[Records supplied Boundary: Start]

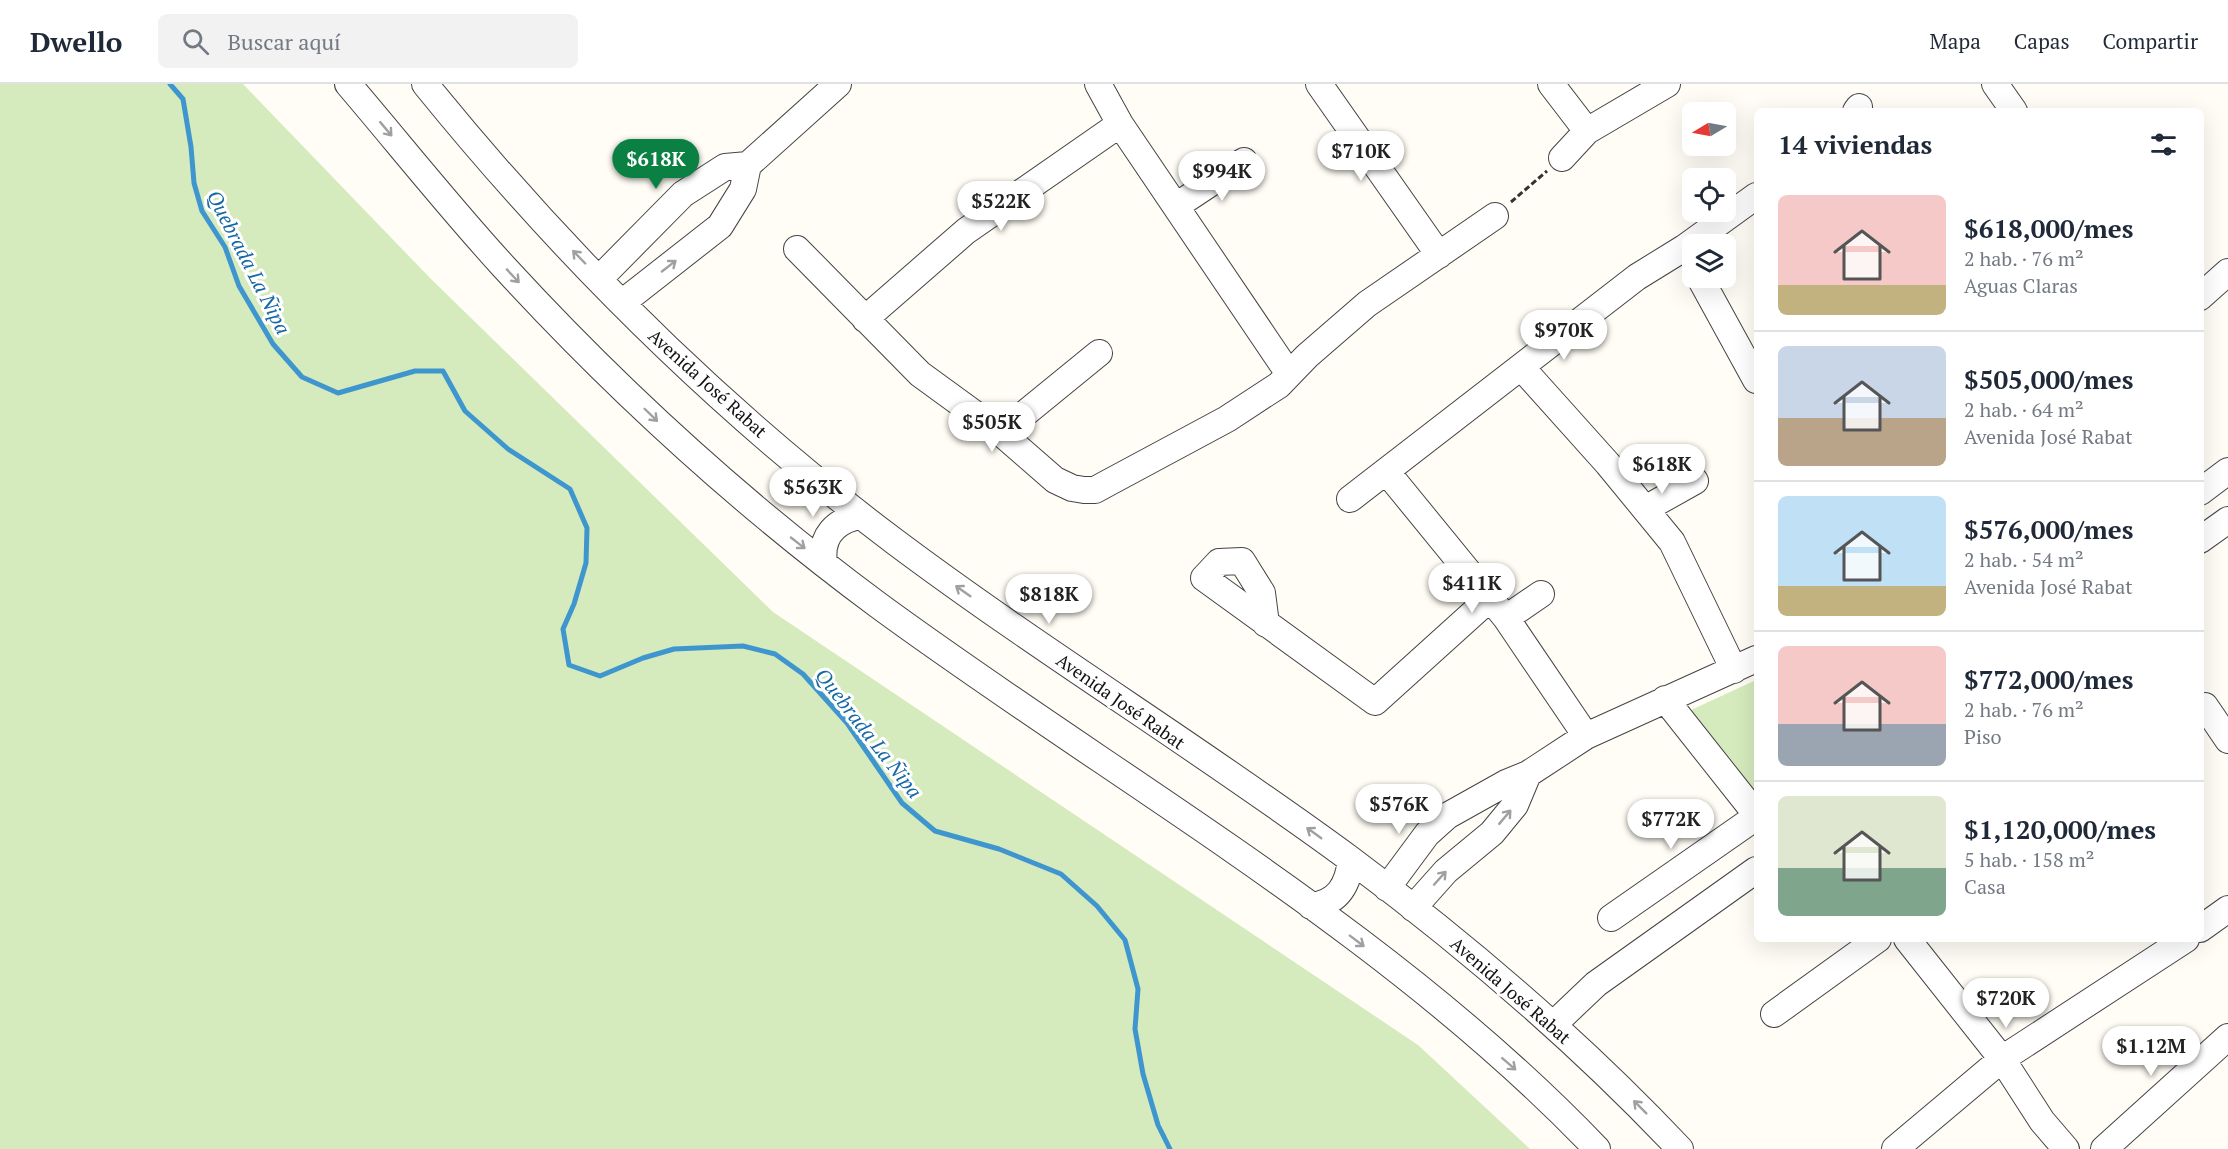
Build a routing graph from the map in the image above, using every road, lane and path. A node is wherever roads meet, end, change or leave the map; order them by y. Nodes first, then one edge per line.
1 (348, 84) edge
2 (363, 84) edge
3 (425, 84) edge
4 (838, 84) edge
5 (1098, 84) edge
6 (1551, 84) edge
7 (1667, 84) edge
8 (1995, 84) edge
9 (1324, 86) edge
10 (2012, 108) edge
11 (1120, 124) junction
12 (1587, 131) junction
13 (1562, 158) joint
14 (1244, 161) dead end
15 (748, 165) junction
16 (1754, 198) edge
17 (1176, 206) junction
18 (1495, 216) joint
19 (1712, 234) edge
20 (797, 249) dead end
21 (1439, 255) junction
22 (1682, 258) edge
23 (2228, 272) edge
24 (599, 279) junction
25 (1705, 288) edge
26 (2204, 293) edge
27 (623, 302) junction
28 (865, 319) junction
29 (1099, 353) dead end
30 (1521, 367) junction
31 (1290, 374) junction
32 (1754, 376) edge
33 (1001, 433) junction
34 (1386, 471) junction
35 (2228, 471) edge
36 (1695, 481) dead end
37 (2204, 489) edge
38 (1350, 499) dead end
39 (1645, 509) junction
40 (861, 516) junction
41 (2228, 520) edge
42 (2204, 537) edge
43 (824, 563) junction
44 (1541, 594) dead end
45 (1489, 599) junction
46 (1506, 618) junction
47 (1266, 624) dead end
48 (1754, 660) edge
49 (1734, 670) junction
50 (1665, 699) junction
51 (2205, 706) dead end
52 (1586, 736) junction
53 (2228, 740) edge
54 (1528, 774) junction
55 (1754, 812) edge
56 (1754, 816) edge
57 (1350, 860) junction
58 (1754, 871) edge
59 (1387, 888) junction
60 (1311, 906) junction
61 (1413, 908) junction
62 (2228, 909) edge
63 (1611, 918) dead end
64 (2204, 925) edge
65 (1874, 942) edge
66 (1909, 942) edge
67 (2175, 942) edge
68 (2157, 947) edge
69 (1774, 1014) dead end
70 (1554, 1024) junction
71 (2228, 1037) edge
72 (2002, 1059) junction
73 (1597, 1149) edge
74 (1680, 1149) edge
75 (1895, 1149) edge
76 (2066, 1149) edge
77 (2104, 1149) edge

1 - 2 street
1 -> 43 street
24 -> 3 street, Avenida José Rabat
4 - 15 street
5 - 11 street
6 - 12 street
7 - 12 street
8 - 10 street
9 - 21 street
11 - 17 street
11 - 28 street
12 - 13 street
13 - 18 path
14 - 17 street
15 - 24 street
27 -> 15 street
16 - 19 street
17 - 31 street
18 - 21 street
20 - 28 street
21 - 31 street
22 - 30 street
23 - 26 street
24 - 27 street, Avenida José Rabat
25 - 32 street
27 - 40 street, Avenida José Rabat
28 - 33 street
29 - 33 street
30 - 34 street
30 - 39 street
31 - 33 street
34 - 38 street
34 - 45 street
35 - 37 street
36 - 39 street
39 - 49 street
40 - 43 street
57 -> 40 street, Avenida José Rabat
41 - 42 street
43 - 60 street
44 - 46 street
45 - 46 street
45 - 47 street
46 - 52 street
48 - 49 street
49 - 50 street
50 - 52 street
50 - 55 street
51 - 53 street
52 - 54 street
54 - 59 street
61 -> 54 street
56 - 63 street
57 - 59 street, Avenida José Rabat
57 - 60 street
58 - 70 street
59 - 61 street, Avenida José Rabat
60 -> 73 street
61 - 70 street, Avenida José Rabat
62 - 64 street
65 - 69 street
66 - 72 street
67 - 68 street
68 - 72 street
74 -> 70 street, Avenida José Rabat
71 - 77 street
72 - 75 street
72 - 76 street

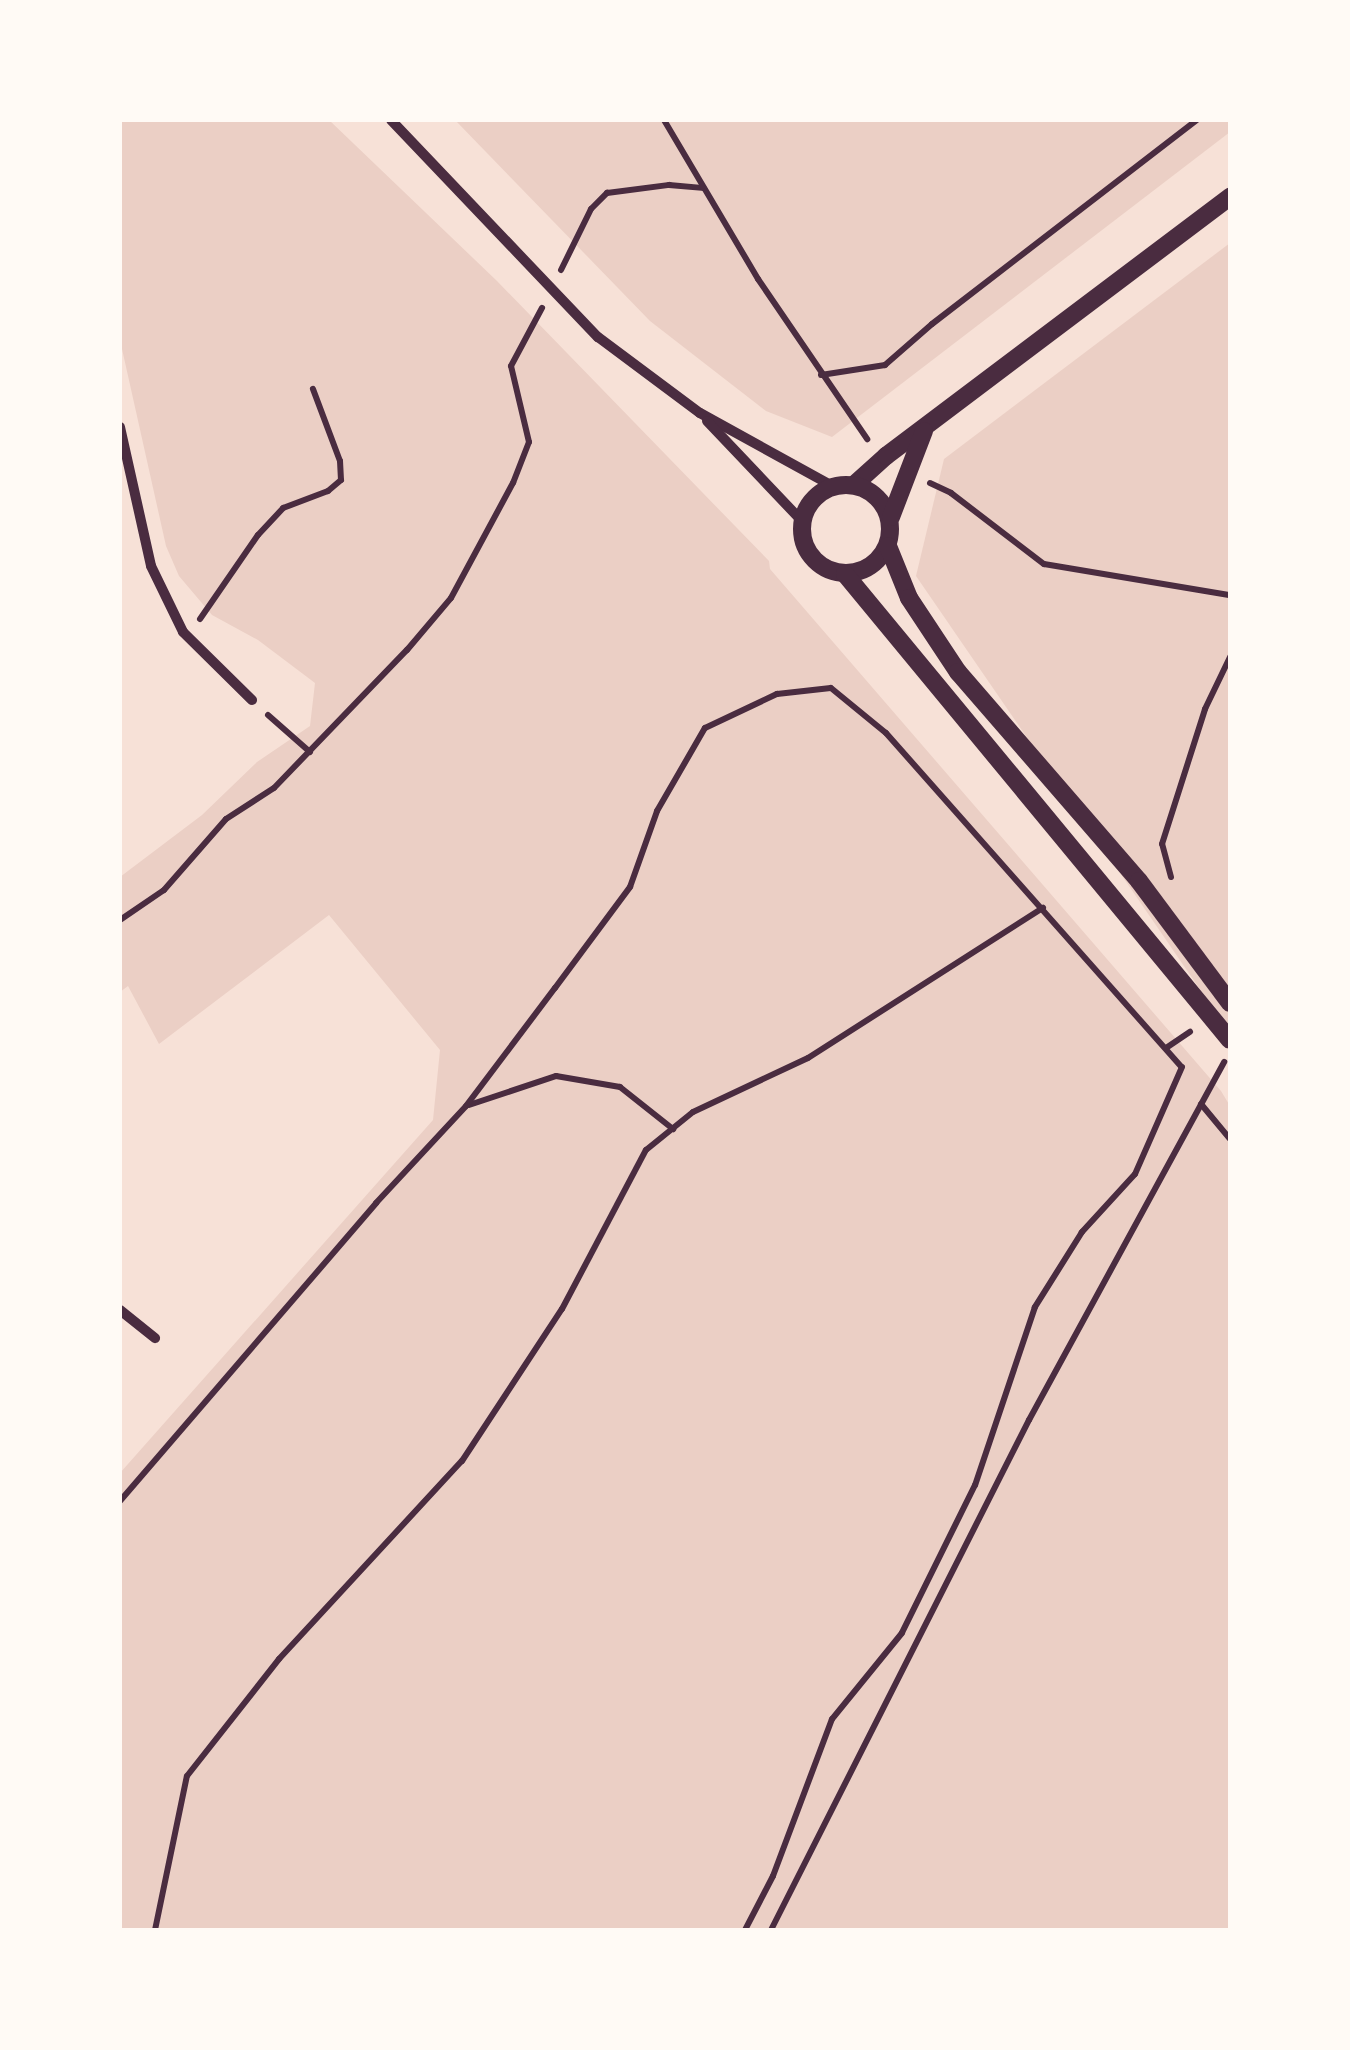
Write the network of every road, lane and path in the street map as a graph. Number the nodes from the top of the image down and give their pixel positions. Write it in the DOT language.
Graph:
graph roads {
  1 [pos="392,120"];
  2 [pos="664,120"];
  3 [pos="1197,120"];
  4 [pos="702,188"];
  5 [pos="1230,197"];
  6 [pos="552,289"];
  7 [pos="821,375"];
  8 [pos="312,389"];
  9 [pos="700,413"];
  10 [pos="120,427"];
  11 [pos="924,430"];
  12 [pos="886,456"];
  13 [pos="854,484"];
  14 [pos="832,486"];
  15 [pos="950,493"];
  16 [pos="890,518"];
  17 [pos="802,521"];
  18 [pos="888,546"];
  19 [pos="844,574"];
  20 [pos="1230,595"];
  21 [pos="188,636"];
  22 [pos="1230,656"];
  23 [pos="252,700"];
  24 [pos="310,752"];
  25 [pos="1172,882"];
  26 [pos="1043,908"];
  27 [pos="120,920"];
  28 [pos="1230,1003"];
  29 [pos="1230,1040"];
  30 [pos="1230,1051"];
  31 [pos="1201,1104"];
  32 [pos="466,1106"];
  33 [pos="672,1128"];
  34 [pos="1230,1139"];
  35 [pos="120,1310"];
  36 [pos="155,1338"];
  37 [pos="120,1501"];
  38 [pos="155,1930"];
  39 [pos="745,1930"];
  40 [pos="771,1930"];
  1 -- 6 [label="street"];
  2 -- 4 [label="path"];
  3 -- 7 [label="path"];
  4 -- 6 [label="path"];
  4 -- 7 [label="path"];
  5 -- 11 [label="street"];
  6 -- 9 [label="street"];
  6 -- 24 [label="path"];
  7 -- 12 [label="path"];
  8 -- 21 [label="path"];
  9 -- 14 [label="street"];
  9 -- 17 [label="street"];
  10 -- 21 [label="street"];
  11 -- 12 [label="street"];
  11 -- 16 [label="street"];
  12 -- 13 [label="street"];
  13 -- 14 [label="street"];
  13 -- 16 [label="street"];
  14 -- 17 [label="street"];
  15 -- 20 [label="path"];
  16 -- 18 [label="street"];
  17 -- 19 [label="street"];
  18 -- 19 [label="street"];
  18 -- 28 [label="street"];
  19 -- 29 [label="street"];
  21 -- 23 [label="street"];
  22 -- 25 [label="path"];
  23 -- 24 [label="path"];
  24 -- 27 [label="path"];
  26 -- 32 [label="path"];
  26 -- 33 [label="path"];
  26 -- 39 [label="path"];
  30 -- 31 [label="path"];
  31 -- 34 [label="path"];
  31 -- 40 [label="path"];
  32 -- 33 [label="path"];
  32 -- 37 [label="path"];
  33 -- 38 [label="path"];
  35 -- 36 [label="street"];
}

[Records supplied Boundary: End]

» **What you will do**: In the entries above, which lines hold the word "roads"? Copy them out.

» **Solved problem**:
Build a routing graph from the map in the image above, using every road, lane and path. A node is wherever roads meet, end, change or leave the map; order them by y. Nodes first, then one edge per line.
graph roads {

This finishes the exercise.